Régime réel : la fiscalité optimisée pour les revenus fonciers
Le régime réel d'imposition des revenus fonciers est un mode de déclaration fiscale qui permet au propriétaire bailleur de déduire de ses loyers l'ensemble des charges effectivement supportées. Il s'oppose au régime micro-foncier, qui applique un abattement forfaitaire de 30 % sur les revenus bruts. Le régime réel est obligatoire lorsque les revenus fonciers annuels dépassent 15 000 €, et il peut être choisi sur option en dessous de ce seuil.
Les charges déductibles en régime réel sont nombreuses : intérêts d'emprunt et frais accessoires (assurance emprunteur, frais de dossier), travaux d'entretien et de réparation, travaux d'amélioration, taxe foncière (hors taxe d'enlèvement des ordures ménagères refacturée au locataire), charges de copropriété non récupérables, primes d'assurance, frais de gestion (agence, comptabilité), et provisions pour charges de copropriété.
Le principal avantage du régime réel est de pouvoir générer un déficit foncier lorsque les charges dépassent les revenus. Ce déficit est imputable sur le revenu global dans la limite de 10 700 € par an (hors intérêts d'emprunt), réduisant ainsi directement l'impôt sur le revenu et les prélèvements sociaux.
En pratique
Comparons les deux régimes pour un investisseur percevant 10 000 € de loyers annuels avec 7 000 € de charges réelles et une TMI de 30 % :
- Micro-foncier : revenu imposable = 10 000 × 70 % = 7 000 €. Impôt + prélèvements sociaux = 7 000 × 47,2 % = 3 304 €
- Régime réel : revenu imposable = 10 000 − 7 000 = 3 000 €. Impôt + prélèvements sociaux = 3 000 × 47,2 % = 1 416 €
- Économie annuelle : 1 888 €
Et si les charges atteignent 14 000 € (par exemple après des travaux de rénovation) : le déficit foncier est de 4 000 €, imputable sur le revenu global, générant une économie fiscale supplémentaire de 4 000 × 30 % = 1 200 €. Utilisez notre simulateur de rendement locatif pour comparer précisément les deux régimes selon votre situation.
Bon à savoir
- L'option pour le régime réel est irrévocable pendant 3 ans. Passé ce délai, vous pouvez revenir au micro-foncier si vos revenus fonciers bruts sont inférieurs à 15 000 €. Réfléchissez bien avant de choisir, notamment si vos charges sont temporairement élevées (travaux).
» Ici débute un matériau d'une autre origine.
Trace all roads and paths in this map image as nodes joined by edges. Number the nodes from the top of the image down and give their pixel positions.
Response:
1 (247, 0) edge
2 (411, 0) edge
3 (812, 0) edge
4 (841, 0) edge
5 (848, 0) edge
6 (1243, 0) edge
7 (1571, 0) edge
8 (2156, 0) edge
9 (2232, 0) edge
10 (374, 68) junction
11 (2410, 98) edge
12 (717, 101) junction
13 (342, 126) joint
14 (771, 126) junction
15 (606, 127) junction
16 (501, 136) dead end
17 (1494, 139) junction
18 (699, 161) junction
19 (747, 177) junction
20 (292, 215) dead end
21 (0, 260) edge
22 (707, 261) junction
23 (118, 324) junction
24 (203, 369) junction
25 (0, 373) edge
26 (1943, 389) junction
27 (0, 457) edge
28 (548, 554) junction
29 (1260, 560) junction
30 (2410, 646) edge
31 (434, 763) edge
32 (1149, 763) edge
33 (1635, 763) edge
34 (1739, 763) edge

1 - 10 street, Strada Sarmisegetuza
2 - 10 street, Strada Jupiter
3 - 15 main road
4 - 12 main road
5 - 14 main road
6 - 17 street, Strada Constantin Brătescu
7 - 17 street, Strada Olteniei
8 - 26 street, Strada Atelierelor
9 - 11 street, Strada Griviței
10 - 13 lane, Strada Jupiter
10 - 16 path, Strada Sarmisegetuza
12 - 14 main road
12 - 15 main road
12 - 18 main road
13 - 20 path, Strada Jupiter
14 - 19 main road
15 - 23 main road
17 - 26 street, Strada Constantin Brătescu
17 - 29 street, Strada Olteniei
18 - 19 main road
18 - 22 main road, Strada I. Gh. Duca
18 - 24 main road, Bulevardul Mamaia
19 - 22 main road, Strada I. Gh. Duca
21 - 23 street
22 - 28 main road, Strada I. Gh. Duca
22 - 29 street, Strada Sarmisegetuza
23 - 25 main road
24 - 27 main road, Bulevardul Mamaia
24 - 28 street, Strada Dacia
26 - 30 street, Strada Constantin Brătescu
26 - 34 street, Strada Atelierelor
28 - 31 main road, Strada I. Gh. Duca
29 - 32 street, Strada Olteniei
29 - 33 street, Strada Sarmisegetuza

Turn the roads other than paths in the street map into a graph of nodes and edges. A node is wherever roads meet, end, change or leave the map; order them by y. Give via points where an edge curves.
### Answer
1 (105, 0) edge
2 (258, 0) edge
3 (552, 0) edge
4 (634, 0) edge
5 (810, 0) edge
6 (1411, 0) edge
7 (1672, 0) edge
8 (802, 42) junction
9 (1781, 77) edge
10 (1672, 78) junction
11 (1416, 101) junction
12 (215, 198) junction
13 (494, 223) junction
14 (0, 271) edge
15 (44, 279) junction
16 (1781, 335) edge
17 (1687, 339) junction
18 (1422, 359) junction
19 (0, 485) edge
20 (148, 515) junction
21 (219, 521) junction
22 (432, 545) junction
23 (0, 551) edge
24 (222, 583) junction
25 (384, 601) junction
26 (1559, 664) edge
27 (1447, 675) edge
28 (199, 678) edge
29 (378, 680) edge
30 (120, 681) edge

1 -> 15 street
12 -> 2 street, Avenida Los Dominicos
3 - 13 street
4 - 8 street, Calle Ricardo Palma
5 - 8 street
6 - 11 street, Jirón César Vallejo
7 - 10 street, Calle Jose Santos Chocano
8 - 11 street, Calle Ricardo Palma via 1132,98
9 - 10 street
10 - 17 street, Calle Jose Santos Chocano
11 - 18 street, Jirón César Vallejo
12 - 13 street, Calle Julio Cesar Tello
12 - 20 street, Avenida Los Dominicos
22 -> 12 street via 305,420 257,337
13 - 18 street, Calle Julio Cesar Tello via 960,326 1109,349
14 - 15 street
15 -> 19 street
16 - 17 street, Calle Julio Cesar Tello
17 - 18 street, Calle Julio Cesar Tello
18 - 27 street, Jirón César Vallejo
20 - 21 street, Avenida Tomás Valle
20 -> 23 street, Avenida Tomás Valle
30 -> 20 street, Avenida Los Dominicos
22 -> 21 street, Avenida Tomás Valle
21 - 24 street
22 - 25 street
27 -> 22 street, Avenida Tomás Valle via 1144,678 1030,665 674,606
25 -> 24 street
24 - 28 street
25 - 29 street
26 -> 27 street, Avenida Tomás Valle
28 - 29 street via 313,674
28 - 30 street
- Le déficit foncier non imputé sur le revenu global (au-delà de 10 700 €) est reportable sur les revenus fonciers des 10 années suivantes. C'est un levier puissant pour les investisseurs qui réalisent d'importants travaux de rénovation.
- Attention : en cas d'imputation d'un déficit foncier sur le revenu global, vous devez conserver le bien en location pendant au moins 3 ans après l'imputation, sous peine de remise en cause de l'avantage fiscal par l'administration.